While I understand this might be a regular occurrence in some people’s lives, or might not seem like that big of a deal – I can assure you it was traumatic enough for me. Having never experienced the severe symptoms of a panic attack, I was completely unprepared for what happened. It’s also hard for me to say what triggered it – I had never been scared of driving, but work was in an extremely stressful period and I think this was weighing heavily on me at the time. Needless to say those few minutes in time completely shattered my confidence. Simple tasks like driving to the next suburb become an ordeal, as every time I went past the spot where my attack had begun I recalled it in vivid detail. I avoided highways for 8 months, thinking that if I had a similar occurrence then I wouldn’t be able to pull over so easily.  I was so frustrated that I had lost my confidence in something I took for granted – simply getting from A to B had become a nightmare. When friends wanted to catch up, I would ask if we could meet in the city close to where I lived so that I could either walk or catch a train. These little sacrifices did nothing for my confidence, and I honestly couldn’t see the light at the end of the tunnel.

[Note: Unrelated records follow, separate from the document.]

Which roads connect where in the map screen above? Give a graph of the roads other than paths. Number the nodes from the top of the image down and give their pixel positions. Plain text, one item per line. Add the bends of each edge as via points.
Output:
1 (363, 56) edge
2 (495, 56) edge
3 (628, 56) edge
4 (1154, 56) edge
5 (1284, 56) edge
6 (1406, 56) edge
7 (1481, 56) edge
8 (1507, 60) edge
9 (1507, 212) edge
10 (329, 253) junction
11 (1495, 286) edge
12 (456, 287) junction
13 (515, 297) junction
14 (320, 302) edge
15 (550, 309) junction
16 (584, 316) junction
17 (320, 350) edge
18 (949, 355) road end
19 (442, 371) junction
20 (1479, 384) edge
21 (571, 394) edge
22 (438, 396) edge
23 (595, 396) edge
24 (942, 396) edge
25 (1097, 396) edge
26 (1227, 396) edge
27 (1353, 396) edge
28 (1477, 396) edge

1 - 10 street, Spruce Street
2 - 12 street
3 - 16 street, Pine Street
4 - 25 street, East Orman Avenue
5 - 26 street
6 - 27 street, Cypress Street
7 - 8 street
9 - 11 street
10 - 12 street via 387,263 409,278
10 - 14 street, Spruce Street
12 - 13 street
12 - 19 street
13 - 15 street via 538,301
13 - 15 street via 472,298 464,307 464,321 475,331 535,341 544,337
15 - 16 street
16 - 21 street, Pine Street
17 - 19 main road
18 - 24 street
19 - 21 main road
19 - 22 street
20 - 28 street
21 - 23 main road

It wasn’t until I had moved home to be closer to my family that I truly started the process of healing. In a supportive and loving environment, I was able to slowly get my confidence back. I had no choice but to drive every day, whether it was going between my Mum and Nana’s homes (20 minutes apart with some 80km/hour sections), or picking my sister up from school, I slowly became familiar with my car again through repetition and positivity. On a recent road trip to visit family, I volunteered to drive the first 4 hours on the highway. For the first hour I felt sick – I had avoided anything like this for so many months. When we made it I was so proud of my simple achievement, something that was so monumental in my own little world.

I can now honestly say that 9 months later, I have 95% of my confidence back and will happily get in my car without worry or thought of the panic attack that had ruled my life for so long. I took to daily meditation and breathing exercises to stay calm, while also giving me the tools to manage daily stressors. I also head to the beach most afternoons for a walk, an activity that gives me so much peace and happiness. Wandering along the shore with your toes in the water is very therapeutic, not to mention just listening to the ever flowing ocean currents. Not to sound like a complete loony but I find that floating also really helps! Whenever I get the chance to head to the pool or beach, I’ll float as many times as I can – there’s just something about closing your eyes and letting the waves gently hold you.

I have written this blog post in the hope that people understand what I’ve been going through, but also to be a voice for those too afraid to speak up. It’s really, really scary to go through mental health issues, and even scarier thinking you are alone. But at the end of the day we need to remember that EVERYONE is going through something, and talking about it with those you trust is an important part of the healing process.